Nell’ambito di questa particolare edizione del Lucca Comics & Games, non a caso denominata Changes, sabato è intervenuto tramite intervista in streaming Gabriele Mainetti, regista di Lo chiamavano Jeeg Robot, film uscito nel 2015 e che ha portato il regista romano alla ribalta. È stata proprio una delle prime considerazioni fatte dal diretto interessato, il quale non nasconde come gli sia cambiata la vita dall’uscita di quel suo esordio.

A chi però si stesse domandando se Mainetti sia o meno a lavoro su un sequel, la risposta è netta ed inequivocabile: al momento non gli interessa. D’altronde quello per lui è stato un po’ come un biglietto da visita, l’ingresso in un mondo al quale vuole attingere probabilmente per raccontare storie di diverso tipo. Basti guarda alla sua opera seconda, Freaks Out, di cui da poco è stato reso pubblico un trailer: sempre sul fantastico andante, al di là di porsi quale produzione di altro spessore, pare cerchi di esplorare il genere da una prospettiva diversa.
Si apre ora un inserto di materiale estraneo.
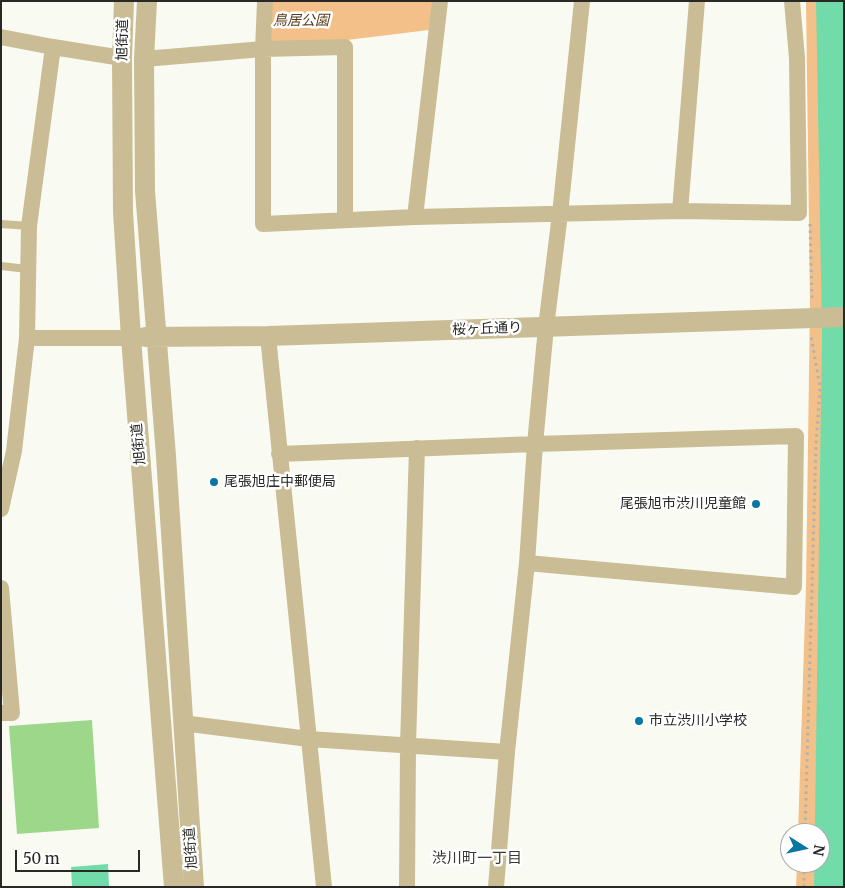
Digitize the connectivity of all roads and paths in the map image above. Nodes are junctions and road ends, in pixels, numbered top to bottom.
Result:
1 (124, 1) edge
2 (146, 1) edge
3 (265, 1) edge
4 (440, 1) edge
5 (582, 1) edge
6 (697, 1) edge
7 (792, 1) edge
8 (1, 37) edge
9 (53, 48) junction
10 (263, 48) junction
11 (122, 58) junction
12 (144, 58) junction
13 (680, 211) junction
14 (560, 214) junction
15 (415, 217) junction
16 (345, 220) junction
17 (1, 224) edge
18 (29, 226) junction
19 (1, 266) edge
20 (27, 269) junction
21 (844, 317) edge
22 (546, 327) junction
23 (268, 336) junction
24 (157, 337) junction
25 (27, 338) junction
26 (131, 338) junction
27 (535, 444) junction
28 (417, 448) junction
29 (8, 452) edge
30 (279, 454) junction
31 (1, 509) edge
32 (527, 563) junction
33 (2, 597) edge
34 (1, 713) edge
35 (182, 723) junction
36 (309, 739) junction
37 (408, 745) junction
38 (508, 752) junction
39 (804, 873) edge
40 (174, 887) edge
41 (194, 887) edge
42 (324, 887) edge
43 (407, 887) edge
44 (496, 887) edge
45 (804, 887) edge

1 - 11 street, 旭街道
2 - 12 street, 旭街道
3 - 10 street
4 - 15 street
5 - 14 street
6 - 13 street
7 - 13 street
8 - 9 street
9 - 11 street
9 - 18 street
10 - 12 street
10 - 16 street
10 - 16 street
11 - 26 street, 旭街道
12 - 24 street, 旭街道
13 - 14 street
14 - 15 street
14 - 22 street
15 - 16 street
17 - 18 lane
18 - 20 street
19 - 20 lane
20 - 25 street
21 - 22 street, 桜ヶ丘通り
22 - 23 street, 桜ヶ丘通り
22 - 27 street
23 - 24 street, 桜ヶ丘通り
23 - 30 street
24 - 26 street, 桜ヶ丘通り
24 - 35 street, 旭街道
25 - 26 street
25 - 29 street
26 - 40 street, 旭街道
27 - 28 street
27 - 32 street
27 - 32 street
28 - 30 street
28 - 37 street
29 - 31 street
30 - 36 street
32 - 38 street
33 - 34 street
35 - 36 street
35 - 41 street, 旭街道
36 - 37 street
36 - 42 street
37 - 38 street
37 - 43 street
38 - 44 street
39 - 45 path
Se si guarda peraltro ad uno dei suoi primi cortometraggi, Basette, del 2008, è possibile riconoscere una delle sue più significative ispirazioni, ribadite proprio in questa sua ultima intervista, ossia gli anime; non per niente, rievocando la sua partecipazione all’edizione 2015 del Lucca Comics & Games, Mainetti guarda a quei giorni come a un periodo felice, egli stesso colpito: «vedere persone vestite come i personaggi del mio film mi ha emozionato».

Malgrado perciò consideri conclusa la sua esperienza con quel suo primo, fortunato cortometraggio, ciò non significa che il regista intenda rivolgere la sua attenzione altrove, almeno nell’immediato. Freaks Out in tal senso sarà senz’altro rivelatorio relativamente alla direzione intrapresa, nella speranza che film del genere, così come scritto non molto tempo fa su queste pagine, contribuiscano a segnare l’inizio di una stagione quantomeno interessante per il nostro cinema, fin qui decisamente frammentato ed ancorato a logiche oramai, credo, non più sostenibili.